Hipofiz Bezi Anormallikleri

Hipofiz bezi düzgün çalışmayı durdurursa, tiroid bezi doğru miktarda tiroid hormonu üretemeyebilir. Hipofiz tümörleri veya hipofiz cerrahisi, hipofiz bezinin işlevini etkileyebilir ve bu da tiroid bezini olumsuz etkileyebilir. Sheehan sendromu hipofiz bezine zarar veren bir durumdur. Kadınlar doğum sırasında veya sonrasında yaşamı tehdit eden miktarda kan kaybederse veya ciddi derecede düşük kan basıncına sahipse bez hasar görebilir ve hipofiz hormonlarının yetersiz üretimine neden olabilir.

 

Doğal Destekler

Hipotiroidizm için bazı doğal destekler önerilmektedir ancak önce bir doktorla konuşmak önemlidir çünkü tiroid sorunlarının tedavisi hassas bir şekilde ayarlanmalıdır.

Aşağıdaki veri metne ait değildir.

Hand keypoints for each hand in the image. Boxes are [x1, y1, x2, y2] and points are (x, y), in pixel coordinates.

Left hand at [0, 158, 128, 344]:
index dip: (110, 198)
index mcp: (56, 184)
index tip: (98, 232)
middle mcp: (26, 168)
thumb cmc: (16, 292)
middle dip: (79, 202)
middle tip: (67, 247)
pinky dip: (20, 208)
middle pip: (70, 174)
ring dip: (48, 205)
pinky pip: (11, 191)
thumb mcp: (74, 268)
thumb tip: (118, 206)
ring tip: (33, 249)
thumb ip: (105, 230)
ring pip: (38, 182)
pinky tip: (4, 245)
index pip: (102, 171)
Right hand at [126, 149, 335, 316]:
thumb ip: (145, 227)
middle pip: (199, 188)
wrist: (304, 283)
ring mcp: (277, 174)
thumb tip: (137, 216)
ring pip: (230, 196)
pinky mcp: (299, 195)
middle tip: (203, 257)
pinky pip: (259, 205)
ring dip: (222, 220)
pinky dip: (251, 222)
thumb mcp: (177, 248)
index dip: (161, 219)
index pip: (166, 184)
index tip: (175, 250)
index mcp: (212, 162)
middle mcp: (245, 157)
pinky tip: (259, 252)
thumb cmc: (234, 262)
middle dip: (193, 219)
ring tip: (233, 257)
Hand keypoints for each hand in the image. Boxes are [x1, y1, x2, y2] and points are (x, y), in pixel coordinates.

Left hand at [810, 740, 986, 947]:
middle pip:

Selenyum: Tiroid sorunu olan kişilerin selenyum alması faydalı olabilir ancak bu sadece bir doktorla görüştükten sonra kullanılmalıdır. Araştırmacılar, bu mikro besin eksikliğinin veya fazlalığının olumsuz sonuçlarla ilişkili olabileceğini bildiriyor. Bir sağlık profesyoneli tarafından tavsiye edilmeyen selenyum takviyeleri tehlikeli olabilir.

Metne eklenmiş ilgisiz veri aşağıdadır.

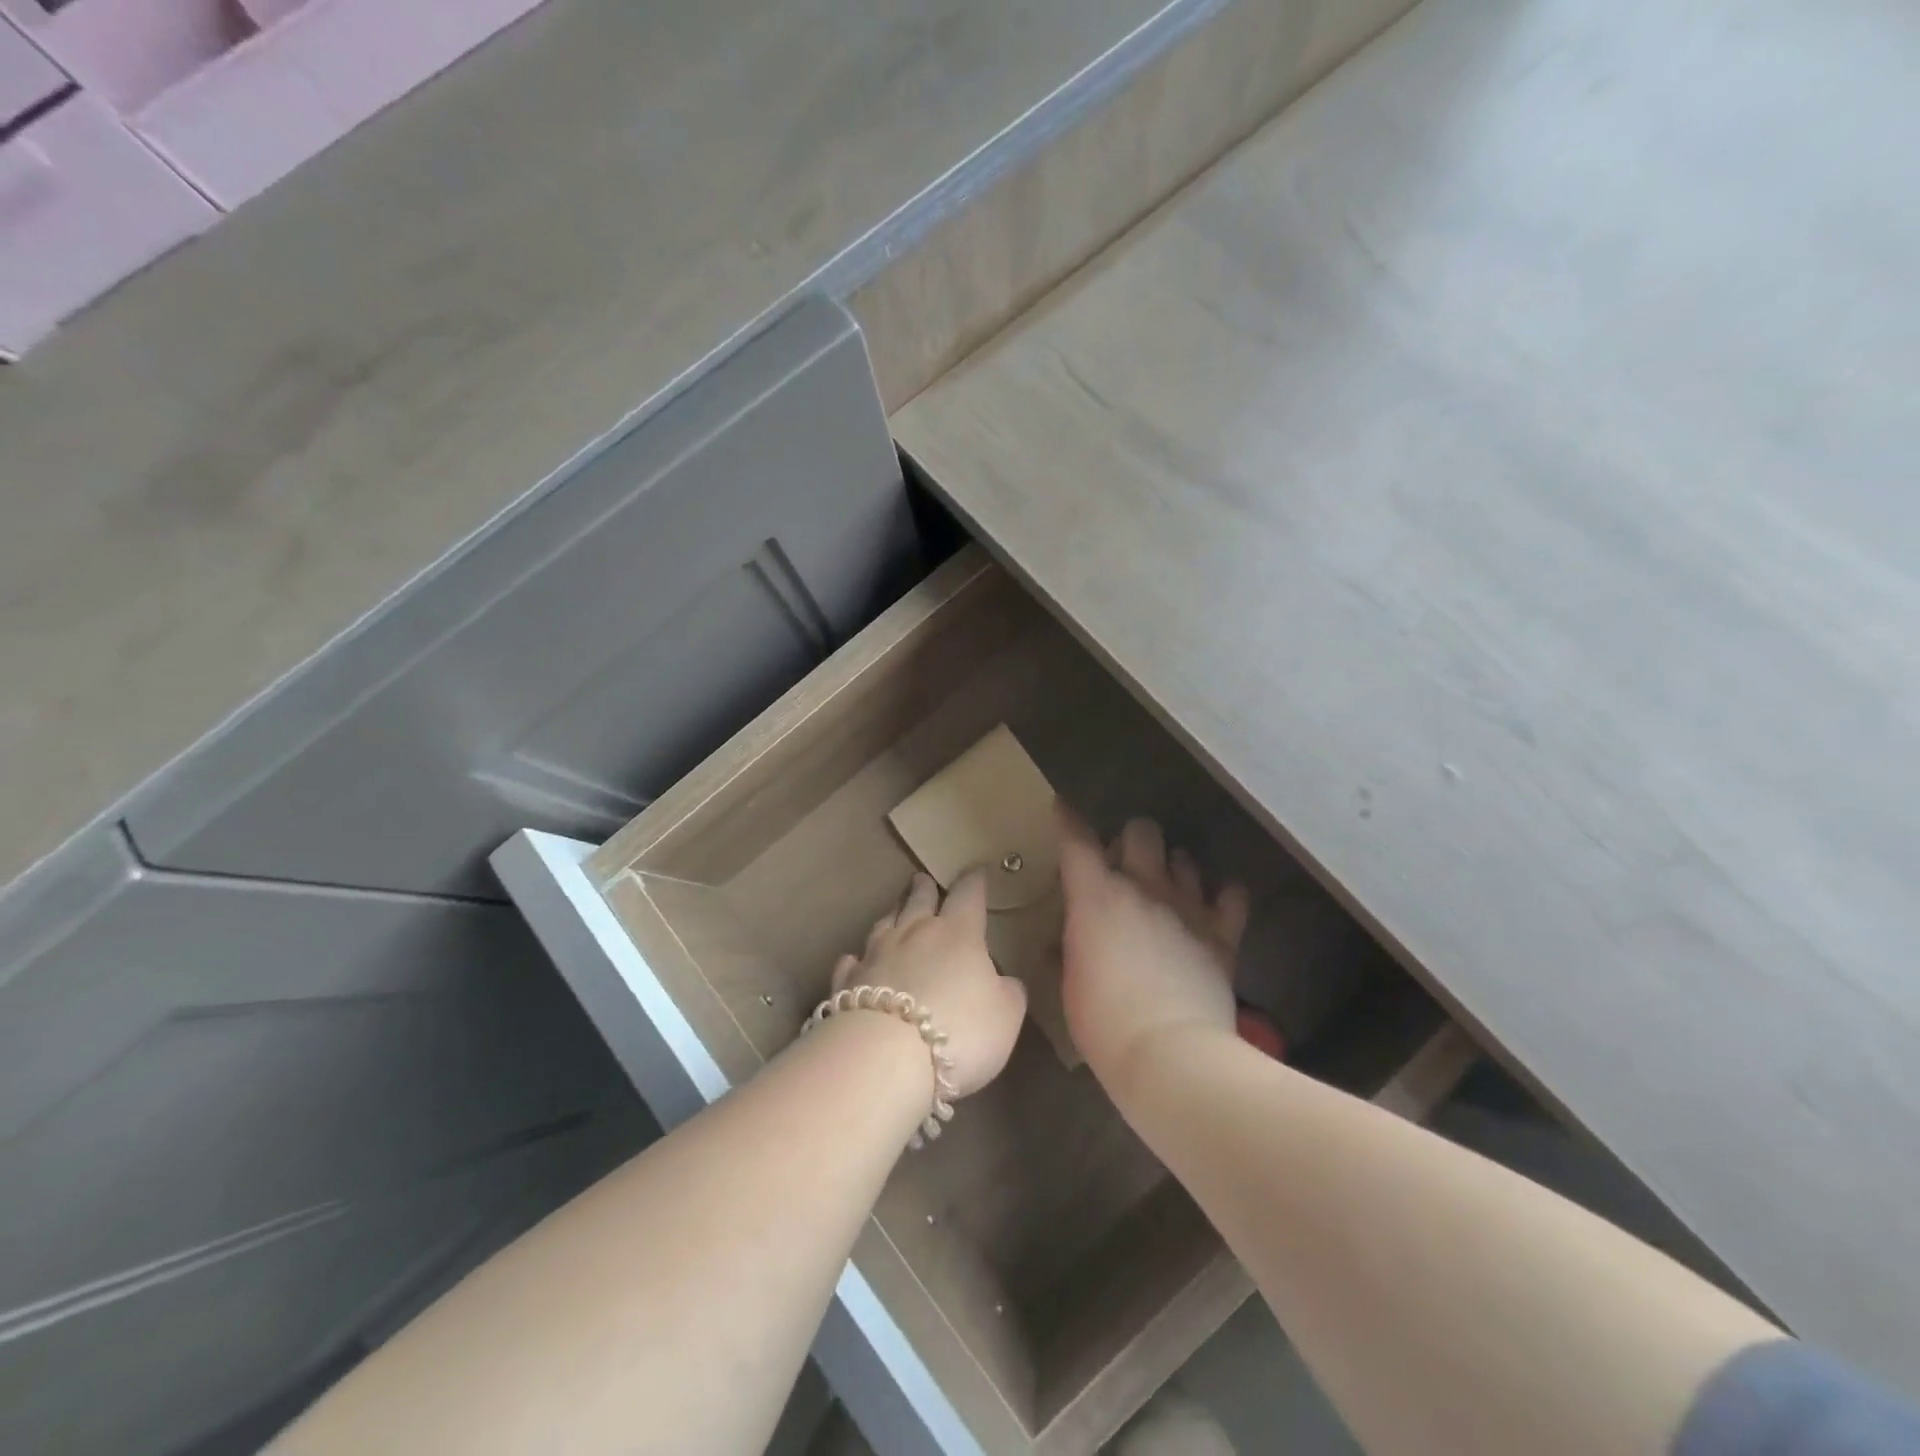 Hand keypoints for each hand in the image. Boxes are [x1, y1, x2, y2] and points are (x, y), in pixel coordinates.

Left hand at [831, 872, 1027, 1097]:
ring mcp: (875, 955)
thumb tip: (1003, 980)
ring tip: (895, 910)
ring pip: (884, 924)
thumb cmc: (960, 1030)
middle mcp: (914, 933)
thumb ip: (1008, 992)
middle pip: (919, 900)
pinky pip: (852, 962)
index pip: (968, 896)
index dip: (974, 883)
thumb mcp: (1006, 1015)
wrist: (885, 1057)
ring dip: (892, 914)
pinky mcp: (846, 982)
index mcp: (958, 933)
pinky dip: (857, 959)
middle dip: (924, 888)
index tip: (976, 872)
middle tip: (923, 880)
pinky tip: (855, 960)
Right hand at [1058, 810, 1250, 1090]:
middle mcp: (1143, 887)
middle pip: (1142, 831)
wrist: (1170, 1056)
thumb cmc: (1103, 1023)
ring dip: (1173, 867)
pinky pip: (1231, 894)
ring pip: (1185, 857)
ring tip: (1167, 888)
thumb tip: (1066, 940)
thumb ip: (1069, 949)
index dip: (1068, 819)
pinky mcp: (1222, 933)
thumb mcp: (1070, 985)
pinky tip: (1215, 907)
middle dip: (1131, 840)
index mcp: (1096, 897)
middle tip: (1125, 866)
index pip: (1077, 841)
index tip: (1062, 807)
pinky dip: (1223, 896)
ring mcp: (1187, 907)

D Vitamini: Hashimoto’larda bu eksiklik hastalığın şiddeti ile ilişkilendirilmiştir. Kan tahlilinde 50 ng / dL’nin üzerindeki D vitamini seviyelerine ulaşmak için takviye gerekli olabilir.

Probiyotikler: Hipotiroidizmi olan bazı kişilerde, kolondaki bakterilerin normalde bulunmadıkları ince bağırsağa yayıldığı ve  ince bağırsakta aşırı bakteri üremesi gibi  değişiklikler olabilir.

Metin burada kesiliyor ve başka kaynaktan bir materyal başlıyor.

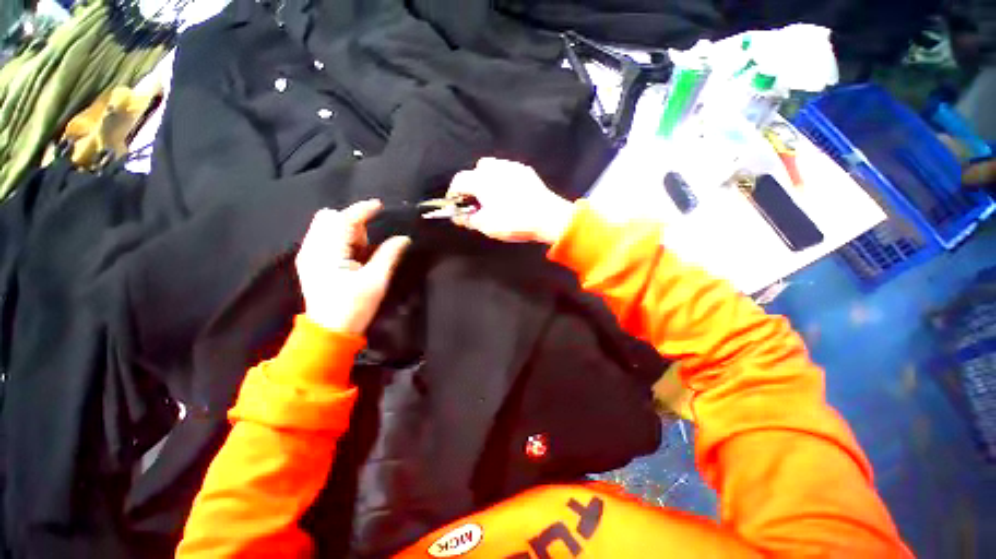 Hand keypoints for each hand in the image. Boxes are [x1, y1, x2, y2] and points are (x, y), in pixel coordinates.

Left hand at [295, 201, 410, 334]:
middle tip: (369, 243)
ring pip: (326, 227)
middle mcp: (311, 249)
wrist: (329, 331)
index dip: (362, 210)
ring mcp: (308, 255)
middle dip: (352, 223)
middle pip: (329, 218)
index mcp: (327, 252)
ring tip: (361, 253)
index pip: (342, 219)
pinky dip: (341, 239)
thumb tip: (404, 238)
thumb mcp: (376, 281)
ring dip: (347, 232)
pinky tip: (352, 256)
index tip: (380, 205)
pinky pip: (324, 238)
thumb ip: (389, 255)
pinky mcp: (309, 262)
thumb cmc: (353, 307)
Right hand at [447, 158, 574, 243]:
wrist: (548, 217)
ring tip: (493, 198)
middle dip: (472, 185)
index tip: (456, 205)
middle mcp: (495, 168)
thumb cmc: (514, 222)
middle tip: (477, 202)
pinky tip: (510, 194)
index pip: (459, 180)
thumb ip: (468, 219)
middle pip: (476, 170)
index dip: (454, 193)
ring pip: (493, 168)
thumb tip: (458, 216)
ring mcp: (512, 167)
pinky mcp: (526, 171)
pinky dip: (503, 180)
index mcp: (481, 180)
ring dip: (488, 181)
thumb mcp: (486, 225)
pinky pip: (508, 172) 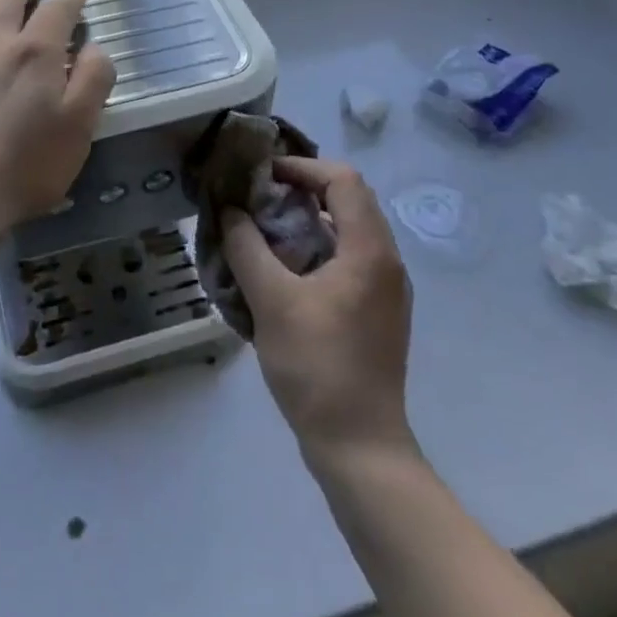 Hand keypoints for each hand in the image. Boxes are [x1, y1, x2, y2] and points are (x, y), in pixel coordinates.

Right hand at [223, 158, 416, 461]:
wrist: (360, 449)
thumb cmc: (317, 367)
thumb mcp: (271, 301)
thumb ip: (246, 247)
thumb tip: (229, 210)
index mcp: (369, 251)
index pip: (343, 180)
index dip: (302, 167)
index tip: (263, 175)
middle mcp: (386, 262)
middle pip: (348, 200)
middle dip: (302, 189)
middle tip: (259, 196)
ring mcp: (386, 290)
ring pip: (348, 230)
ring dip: (307, 219)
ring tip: (264, 228)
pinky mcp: (378, 313)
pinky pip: (348, 259)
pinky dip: (316, 247)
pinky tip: (283, 269)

Ek olarak, otoimmün ve inflamatuar tiroid rahatsızlığı olanlar için, zerdeçal (en az 500 mg kurkumin içeren) ve omega-3 gibi takviyeler, iltihabı iyileştirmeye yardımcı olabilir.

 

Teşhis

Doktorlar genellikle fiziki muayene yapar, tıbbi öykü alır ve analiz için bir laboratuvara yönlendirir. En yaygın kan testi TSH testidir. Bu kandaki TSH miktarını tespit eder. T3, T4 ve tiroid otoantikor testleri tanıyı doğrulamak veya nedenini belirlemek için kullanılan ek kan testleridir. Doktor, tiroid bezinin sağlığını ve aktivitesini tam olarak belirlemek için kolesterol seviyelerini, karaciğer enzimlerini, prolaktin ve sodyumu kontrol etmek için testler de yaptırabilir. TSH normalin üzerinde ise hastada hipotiroidizm olabilir. TSH seviyeleri normalin altında ise, hastada hipertiroidizm ve hipotiroidizm olabilir.

 

Risk Faktörleri

Bazı bozukluklar ve ilaçların yanı sıra diğer risk faktörleri şunlardır. Turner sendromu veya lupus veya romatoid artrit  gibi otoimmün hastalıklar gibi rahatsızlıkları olan kişilerde tiroid bozukluğu geliştirme riski daha yüksektir. Ailede tiroid hastalığı öyküsü olan ve 60 yaşın üzerindeki kişilerde hipotiroidizm riski daha yüksektir. En sık orta yaşta olan kadınları etkiler ancak her yaşta ortaya çıkabilir.

 

Hamilelik Sırasında ve Sonrasında

Hamilelik sırasında artan metabolizma gereksinimleri tiroid ihtiyacının artmasına neden olur. Hipotiroidizm hamilelik sırasında ortaya çıkarsa genellikle Hashimoto hastalığına bağlıdır. Bu durum hamilelik sırasında her 1000 kadından 3 ila 5’ini etkiler. Kontrolsüz hipotiroidizm, düşük yapma, erken doğum ve gebeliğin sonlarında kan basıncında artış riskini artırır. Ayrıca beyin gelişimini ve büyüme oranlarını da etkileyebilir.